Thursday, 14 May 2015

Search across Solr Cores

Solr Findings: Multi Core, Multi item search in Solr

Below listed some features which will be helpful while working with Solr.

1) Searching across all cores: There are some cases where we need to search across multi cores environment in Solr. Using shards, we can enable this feature.
Solr's feature 'shards' split huge indexes to make the search faster. Cores can be treated as shards for an 'All core search'. Some of the samples are given below Say we have two cores (us_en,es_en).
The both cores can be queried using below parameters
http://localhost:8983/solr/us_en/select?shards=localhost:8983/solr/us_en,localhost:8983/solr/es_en&indent=true&q=*:*&df=title

Here df is the default query field and we are doing a '*' search.

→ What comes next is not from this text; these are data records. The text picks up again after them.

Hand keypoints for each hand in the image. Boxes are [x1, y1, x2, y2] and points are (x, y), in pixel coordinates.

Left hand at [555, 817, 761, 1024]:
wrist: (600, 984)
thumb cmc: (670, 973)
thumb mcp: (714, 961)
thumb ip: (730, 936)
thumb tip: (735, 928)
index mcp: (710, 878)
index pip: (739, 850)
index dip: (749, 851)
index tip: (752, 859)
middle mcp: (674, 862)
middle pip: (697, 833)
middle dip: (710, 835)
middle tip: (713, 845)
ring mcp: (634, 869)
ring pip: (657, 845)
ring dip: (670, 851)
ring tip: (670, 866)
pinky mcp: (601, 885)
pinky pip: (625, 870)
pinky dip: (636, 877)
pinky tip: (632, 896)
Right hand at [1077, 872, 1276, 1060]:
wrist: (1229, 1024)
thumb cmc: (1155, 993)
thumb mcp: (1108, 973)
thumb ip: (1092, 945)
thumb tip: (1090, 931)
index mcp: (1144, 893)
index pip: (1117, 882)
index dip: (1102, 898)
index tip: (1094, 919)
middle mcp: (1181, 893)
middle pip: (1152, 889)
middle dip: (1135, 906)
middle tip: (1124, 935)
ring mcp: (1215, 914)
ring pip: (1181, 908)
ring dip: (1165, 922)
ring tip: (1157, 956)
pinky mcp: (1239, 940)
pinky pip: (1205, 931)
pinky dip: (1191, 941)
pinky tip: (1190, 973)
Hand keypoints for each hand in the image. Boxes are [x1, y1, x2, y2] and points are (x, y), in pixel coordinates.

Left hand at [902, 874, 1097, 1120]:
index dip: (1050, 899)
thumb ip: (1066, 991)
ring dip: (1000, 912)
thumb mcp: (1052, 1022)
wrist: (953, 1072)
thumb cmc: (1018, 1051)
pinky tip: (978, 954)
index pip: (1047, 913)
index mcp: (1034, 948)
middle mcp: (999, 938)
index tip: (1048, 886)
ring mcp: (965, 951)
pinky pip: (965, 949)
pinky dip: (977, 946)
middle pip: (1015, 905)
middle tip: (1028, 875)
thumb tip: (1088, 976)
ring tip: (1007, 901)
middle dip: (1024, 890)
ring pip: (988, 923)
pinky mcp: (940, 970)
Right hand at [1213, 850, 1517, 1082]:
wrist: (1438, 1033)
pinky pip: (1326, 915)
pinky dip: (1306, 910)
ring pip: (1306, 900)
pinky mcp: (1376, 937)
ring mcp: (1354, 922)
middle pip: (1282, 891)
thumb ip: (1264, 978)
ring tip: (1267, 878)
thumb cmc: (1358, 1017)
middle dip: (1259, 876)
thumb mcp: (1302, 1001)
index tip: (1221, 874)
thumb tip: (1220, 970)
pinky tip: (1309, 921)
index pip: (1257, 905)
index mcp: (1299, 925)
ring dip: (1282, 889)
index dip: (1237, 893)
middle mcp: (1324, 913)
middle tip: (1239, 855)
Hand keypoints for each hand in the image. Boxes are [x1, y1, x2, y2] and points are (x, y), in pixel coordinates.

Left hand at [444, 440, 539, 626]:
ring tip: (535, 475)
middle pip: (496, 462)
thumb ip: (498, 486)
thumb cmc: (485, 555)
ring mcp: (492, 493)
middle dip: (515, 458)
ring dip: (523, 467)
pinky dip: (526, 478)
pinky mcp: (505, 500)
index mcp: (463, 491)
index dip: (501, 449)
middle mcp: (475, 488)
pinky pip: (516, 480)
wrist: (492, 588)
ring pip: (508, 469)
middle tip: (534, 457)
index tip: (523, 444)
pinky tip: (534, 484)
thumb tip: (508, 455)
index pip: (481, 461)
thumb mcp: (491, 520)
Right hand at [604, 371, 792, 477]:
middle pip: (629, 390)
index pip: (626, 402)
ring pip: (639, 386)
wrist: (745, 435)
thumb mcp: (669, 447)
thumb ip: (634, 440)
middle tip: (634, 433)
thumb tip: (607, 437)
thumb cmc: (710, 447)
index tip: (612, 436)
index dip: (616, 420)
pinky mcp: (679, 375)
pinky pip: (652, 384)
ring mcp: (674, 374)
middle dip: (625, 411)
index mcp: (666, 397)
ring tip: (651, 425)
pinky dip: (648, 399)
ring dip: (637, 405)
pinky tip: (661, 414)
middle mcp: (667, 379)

2) For multi item search: Let us say we need to search multiple items using same query. We can do a multi parameter search to a core as shown below.

http://localhost:8983/solr/es_en/select?q=*:*&df=id&wt=json&indent=true& fq= (id:”id1” | id: “id2” | id: “id3”)

Tested URL as shown.
http://localhost:8983/solr/us_en/select?q=*%3A*&df=id&wt=json&indent=true&fq=(id:"id1" | id:"id2" | id:"id3")

Friday, 20 February 2015

Security precautions for Solr on Dispatcher

Things to be taken care while configuring Solr on Dispatcher:

Solr is a tool which can be accessed using direct URLs. If we miss to block the UI access, it can be a vulnerability threat for the application. Also we should block queries with <delete> for a tension free operation.

How rules are created in dispatcher for security?

There are some default security rules enabled for dispatcher and some may be as below,

RewriteCond %{QUERY_STRING} ^.*(localhost|loopback|127\.0\.0\.1).*                     [NC,OR]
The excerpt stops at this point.